With two episodes remaining—episode five, “The Seller,” aired on November 10—the story reveals the real people behind the assortment of conspiracy theories sustained throughout the years by keyboard activity and online forums. Healthy skepticism about whether or not the game ever existed abounds, but is that even the point?
“What’s really interesting about Polybius is not only the legend, but also these strange characters and stories that orbit the legend,” says Frechette.
Take, for instance, Bobby Feldstein, who claims he was abducted one afternoon when he was 14 after playing the game at Coin Kingdom and experiencing mind-altering side effects. In the podcast’s first episode, Feldstein tells producers he was led through a series of underground tunnels, akin to the tunnels of Portland’s Shanghai lore, and was found the next day more than 60 miles from his house in the middle of the Tillamook State Forest. Feldstein claims there was another boy with him, one who rescued him.
Feldstein gives for-profit Polybius walking tours around Portland that attempt to authenticate his experience by returning to the former basement of Coin Kingdom. He claims the ordeal of the abduction ruined his life, telling the podcast audience: “Doing the tour is a way to exorcise my demons on a daily basis.”
Feldstein’s account isn’t the only example of Polybius’s lifelong effect.
Ernest Cline recalls hearing about Polybius as a whisper across the arcade game floor as a teenage gamer in central Ohio. Today, Cline is the author and screenwriter of the video game dystopian bestsellers, Ready Player One and Armada. (Both works have been opted for big-time Hollywood production, with the former receiving the Steven Spielberg treatment, due for release in this spring.) In an interview in episode with Frechette and Luoto, Cline cites Polybius as an influence on his work.
But it is Joe Streckert’s story of hearing about Polybius for the first time that reflects the experiences of many who keep the legend alive and well.
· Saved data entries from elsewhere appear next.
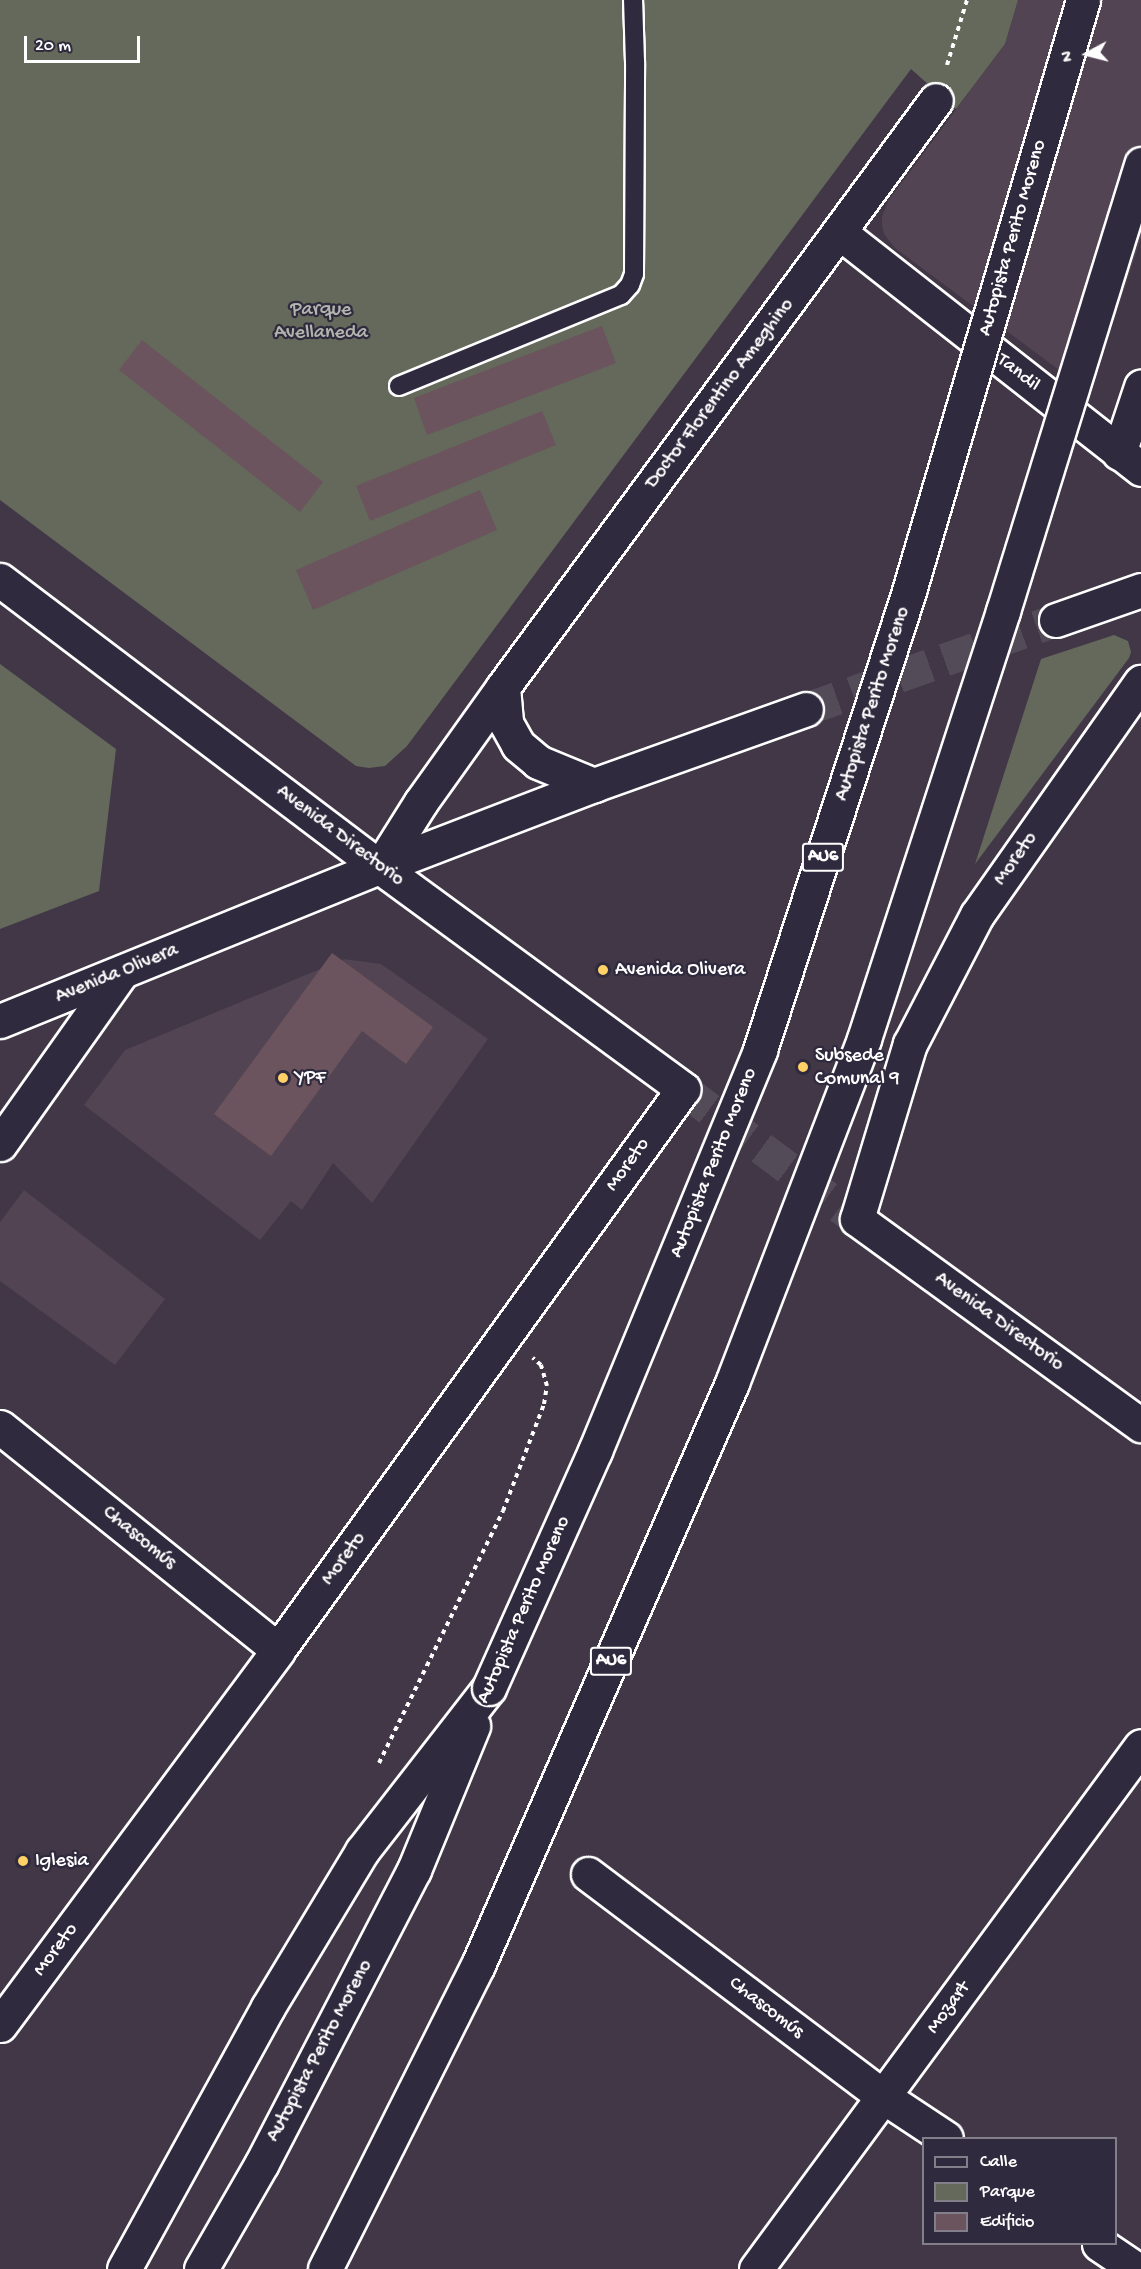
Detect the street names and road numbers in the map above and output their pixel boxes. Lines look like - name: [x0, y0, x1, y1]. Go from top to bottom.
- street label: Autopista Perito Moreno: [974, 137, 1052, 339]
- street label: Doctor Florentino Ameghino: [641, 294, 799, 494]
- street label: Tandil: [991, 349, 1045, 397]
- street label: Autopista Perito Moreno: [830, 604, 916, 804]
- street label: Avenida Directorio: [271, 780, 409, 892]
- street label: Moreto: [989, 827, 1043, 891]
- road number: AU6: [800, 842, 846, 872]
- street label: Avenida Olivera: [52, 938, 182, 1010]
- street label: Autopista Perito Moreno: [665, 1064, 763, 1262]
- street label: Moreto: [601, 1134, 655, 1196]
- street label: Avenida Directorio: [930, 1267, 1068, 1377]
- street label: Chascomús: [97, 1501, 181, 1575]
- street label: Autopista Perito Moreno: [472, 1512, 576, 1708]
- street label: Moreto: [317, 1528, 371, 1590]
- road number: AU6: [588, 1646, 634, 1676]
- street label: Moreto: [28, 1919, 84, 1981]
- street label: Autopista Perito Moreno: [262, 1956, 378, 2146]
- street label: Chascomús: [724, 1972, 808, 2044]
- street label: Mozart: [922, 1977, 976, 2039]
“In the early 2000s, I just sort of became aware like a lot of people who were dwelling on the Internet that there was a killer video game from Portland,” Streckert, who gives lectures in Portland about video game culture and history, tells listeners.
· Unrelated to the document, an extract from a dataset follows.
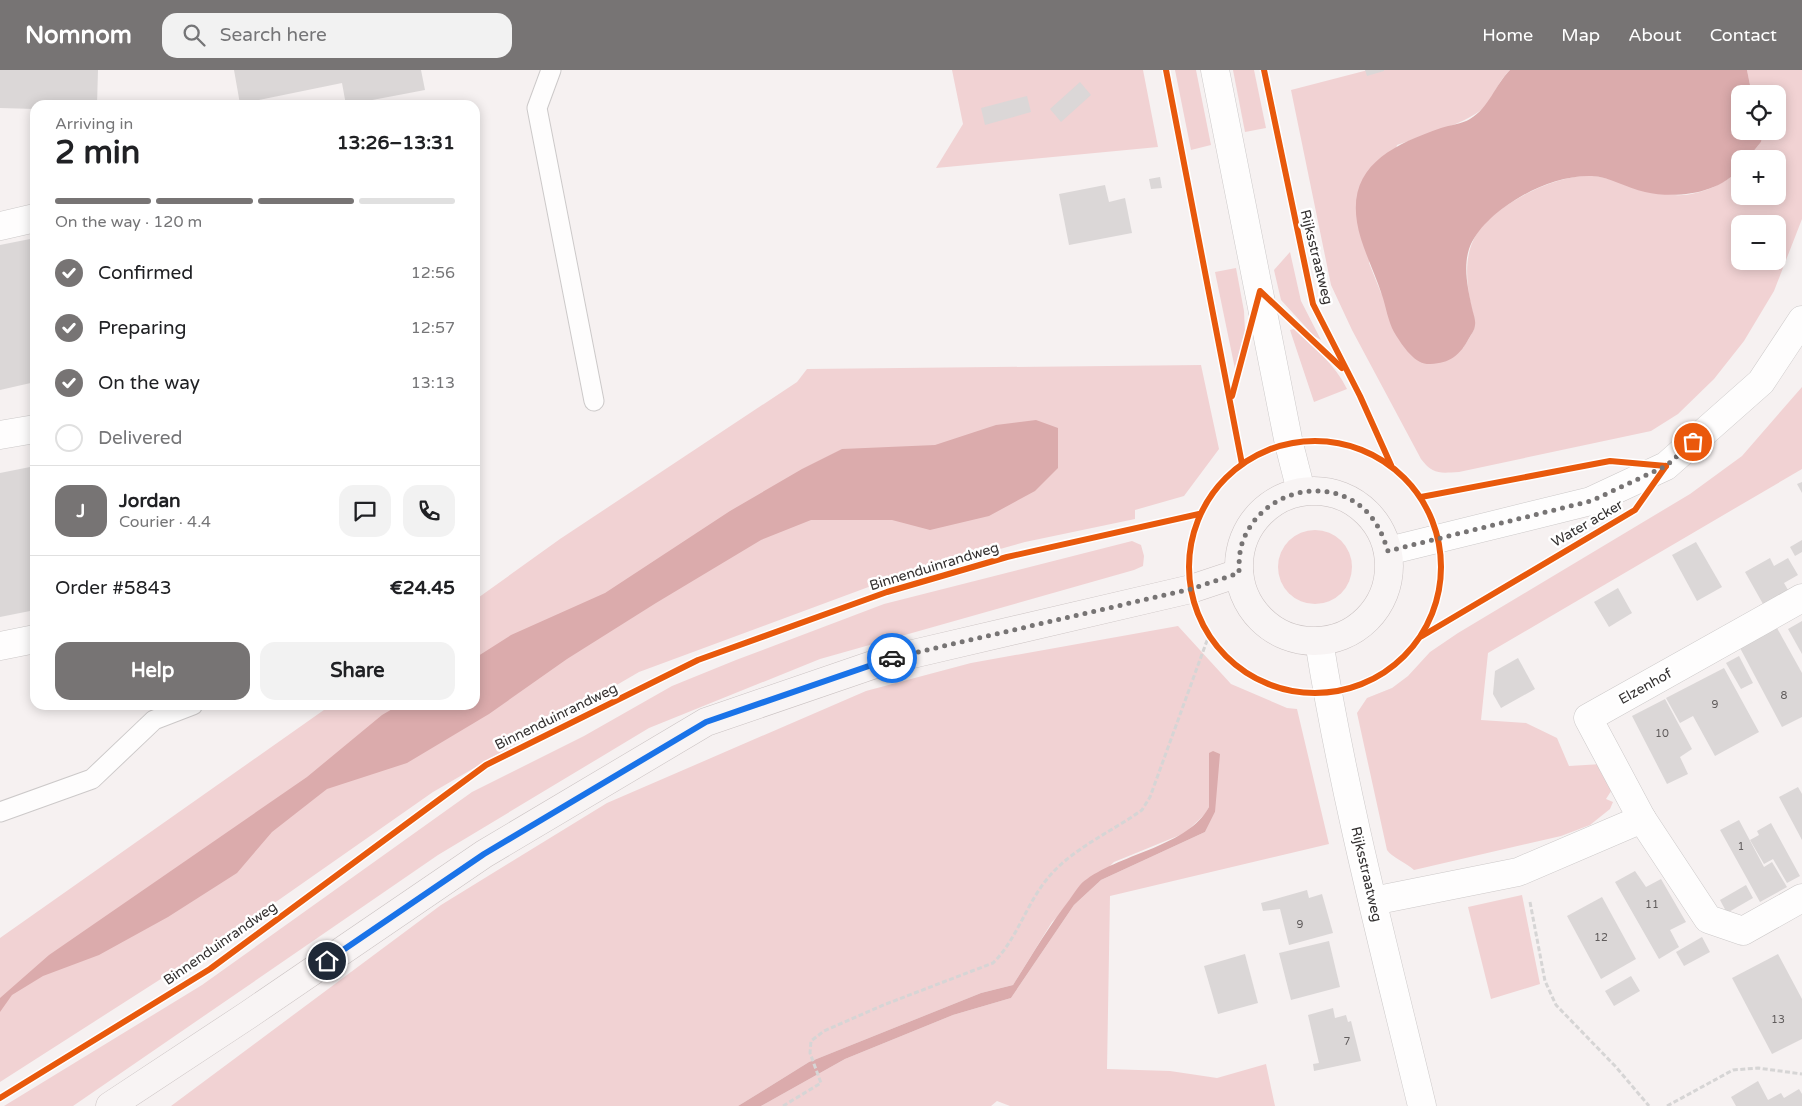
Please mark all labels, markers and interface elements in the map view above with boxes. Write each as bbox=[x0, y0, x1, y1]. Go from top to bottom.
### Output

The conspiracy, as the podcast uncovers, stems from a single post online. Exposure from the mecca of video game chat rooms, CoinUp.org, in the early 2000s cemented its place in pop culture. As the producers continued their research and interviews, they found a theme: there were as many different versions of the legend as there were people telling it.
“This is sort of the nature of the world that we’re living in, this idea that consensus reality is being eroded,” Frechette says. “Everybody has a version of reality that they’ve embraced and it’s often reinforced through their online interactions.” He adds that the podcast won’t give those eager for definitive truth a final answer on Polybius. “There are people who have stories, whether you choose to believe them or not.”